La Nuit
Ne parle pas, trop parler nuit:
Bon passant, prends garde à ta montre.
Comme elle est superbe, la Nuit
Qui se dérobe et qui se montre!
Quand cette reine aux doigts fleuris
Vient pour charmer les demoiselles,
Oh! sur le fabuleux Paris
Comme elle étend de grandes ailes!
Vite, elle a fermé son rideau
Pour cacher la clarté vermeille,
Et chante: Dodo, l’enfant do
A l’homme éreinté qui sommeille.
Et l’immense ville apparaît
Avec ses effrayants colosses,
Pareille à la noire forêt
Que peuplent les bêtes féroces,
La verte Seine, dont le flot
Brille comme une pertuisane,
Dans son lit, avec un sanglot
S’étire, et fait la courtisane.
Et le grand Paris, traversé
Tout entier par ses chansons vagues,
Se réjouit d’être bercé
Dans le murmure de ses vagues.
Les amants dont le coup d’essai
De nul chef-d’oeuvre ne diffère,
S’embrassent, et comme Sarcey
L’ordonne, font la scène à faire.
Le rimeur, en son rêve bleu
Que nul ukase ne supprime,
Baise l’ardent charbon de feu
Sur les deux lèvres de la Rime.
Ouvrant, avec un geste sec,
Leurs grands coffres-forts à fonds doubles,
Comme Gigonnet et Gobseck
Les éditeurs comptent des roubles.
En prononçant de vagues mots,
Des filles, seules ou par groupes
Vont et, comme les animaux,
Font saillir de lascives croupes.
Les souteneurs et les filous
Tentent de rafler des sacoches,
Et rôdant, pareils à des loups,
Touchent leurs couteaux dans leurs poches.

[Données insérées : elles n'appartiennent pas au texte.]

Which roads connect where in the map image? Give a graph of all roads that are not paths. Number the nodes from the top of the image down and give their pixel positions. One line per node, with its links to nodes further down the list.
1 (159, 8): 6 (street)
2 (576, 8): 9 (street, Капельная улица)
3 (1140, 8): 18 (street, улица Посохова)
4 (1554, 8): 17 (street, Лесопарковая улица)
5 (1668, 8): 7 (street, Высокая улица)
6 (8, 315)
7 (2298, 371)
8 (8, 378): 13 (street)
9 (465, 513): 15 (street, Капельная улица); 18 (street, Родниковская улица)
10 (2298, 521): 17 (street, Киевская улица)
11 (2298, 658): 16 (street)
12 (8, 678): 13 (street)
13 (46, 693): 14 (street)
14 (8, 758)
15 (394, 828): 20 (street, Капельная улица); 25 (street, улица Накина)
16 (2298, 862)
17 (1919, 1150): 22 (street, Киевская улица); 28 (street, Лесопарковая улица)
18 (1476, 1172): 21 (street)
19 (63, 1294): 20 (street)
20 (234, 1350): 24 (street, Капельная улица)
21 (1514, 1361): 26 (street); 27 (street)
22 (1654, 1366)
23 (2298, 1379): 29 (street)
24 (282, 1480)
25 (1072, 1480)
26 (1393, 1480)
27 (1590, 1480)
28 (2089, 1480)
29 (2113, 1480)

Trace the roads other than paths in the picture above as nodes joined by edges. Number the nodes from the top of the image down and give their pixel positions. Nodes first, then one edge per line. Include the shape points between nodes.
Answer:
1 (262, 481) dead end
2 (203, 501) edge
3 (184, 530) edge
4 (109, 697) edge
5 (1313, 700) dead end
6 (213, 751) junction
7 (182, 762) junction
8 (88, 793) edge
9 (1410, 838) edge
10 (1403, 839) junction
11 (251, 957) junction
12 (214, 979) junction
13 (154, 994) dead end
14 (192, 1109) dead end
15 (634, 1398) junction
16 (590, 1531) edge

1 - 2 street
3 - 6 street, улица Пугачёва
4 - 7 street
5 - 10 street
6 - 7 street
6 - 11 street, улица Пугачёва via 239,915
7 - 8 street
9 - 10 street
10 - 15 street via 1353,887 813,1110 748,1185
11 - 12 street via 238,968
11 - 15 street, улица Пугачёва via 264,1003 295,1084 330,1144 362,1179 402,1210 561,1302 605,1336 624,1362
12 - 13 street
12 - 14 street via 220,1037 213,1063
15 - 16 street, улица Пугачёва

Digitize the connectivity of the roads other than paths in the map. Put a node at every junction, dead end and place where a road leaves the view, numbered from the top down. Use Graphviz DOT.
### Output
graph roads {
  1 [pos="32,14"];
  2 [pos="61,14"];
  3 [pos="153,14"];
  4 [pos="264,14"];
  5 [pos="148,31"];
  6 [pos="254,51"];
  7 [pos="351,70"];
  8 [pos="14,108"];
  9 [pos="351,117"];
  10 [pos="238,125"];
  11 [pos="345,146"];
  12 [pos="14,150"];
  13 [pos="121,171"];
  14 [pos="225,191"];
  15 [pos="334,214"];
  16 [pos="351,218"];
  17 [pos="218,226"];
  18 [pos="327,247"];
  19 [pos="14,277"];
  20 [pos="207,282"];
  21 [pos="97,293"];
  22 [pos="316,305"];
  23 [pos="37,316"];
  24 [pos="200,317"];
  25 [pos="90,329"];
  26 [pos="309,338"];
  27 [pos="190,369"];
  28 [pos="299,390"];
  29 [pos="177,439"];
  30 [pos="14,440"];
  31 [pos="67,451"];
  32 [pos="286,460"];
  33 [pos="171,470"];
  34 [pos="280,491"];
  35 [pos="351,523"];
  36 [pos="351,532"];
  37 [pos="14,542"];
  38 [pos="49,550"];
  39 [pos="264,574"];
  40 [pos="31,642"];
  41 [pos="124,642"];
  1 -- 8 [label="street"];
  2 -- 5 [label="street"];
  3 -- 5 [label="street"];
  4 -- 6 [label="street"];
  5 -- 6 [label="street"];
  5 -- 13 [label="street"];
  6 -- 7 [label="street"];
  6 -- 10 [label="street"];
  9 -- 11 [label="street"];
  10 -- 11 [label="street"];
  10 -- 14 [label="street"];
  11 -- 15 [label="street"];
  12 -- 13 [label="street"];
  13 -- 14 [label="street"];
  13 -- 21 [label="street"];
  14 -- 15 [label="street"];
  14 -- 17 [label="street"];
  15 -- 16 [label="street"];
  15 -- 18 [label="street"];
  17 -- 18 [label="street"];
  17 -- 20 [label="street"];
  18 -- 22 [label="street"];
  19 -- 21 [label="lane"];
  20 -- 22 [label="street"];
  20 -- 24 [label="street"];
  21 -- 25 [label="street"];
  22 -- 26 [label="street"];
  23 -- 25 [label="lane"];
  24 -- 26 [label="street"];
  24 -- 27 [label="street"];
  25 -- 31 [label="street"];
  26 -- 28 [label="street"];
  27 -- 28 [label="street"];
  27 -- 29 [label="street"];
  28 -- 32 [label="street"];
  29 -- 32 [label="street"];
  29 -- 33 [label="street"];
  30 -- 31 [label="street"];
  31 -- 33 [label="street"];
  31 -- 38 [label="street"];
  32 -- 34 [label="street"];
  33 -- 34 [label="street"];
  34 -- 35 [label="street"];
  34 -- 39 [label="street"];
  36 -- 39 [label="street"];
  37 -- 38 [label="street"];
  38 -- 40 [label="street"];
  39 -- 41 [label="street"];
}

Ce sont eux, les marchands d’amour.
Avec sa prunelle hagarde,
Au coin du sombre carrefour
La blanche Lune les regarde.
Pâle, des nappes de l’azur
A sa lumière habituées,
Elle jette ses rayons sur
Les petites prostituées.
Effroyablement, par milliers,
Volent dans le gouffre des nues
Des Pégases, des cavaliers,
Des monstres et des femmes nues.
Et dans l’immensité des cieux
On voit au-dessus de nos fanges,
Comme un long choeur silencieux
Errer les figures des Anges.
15 octobre 1889.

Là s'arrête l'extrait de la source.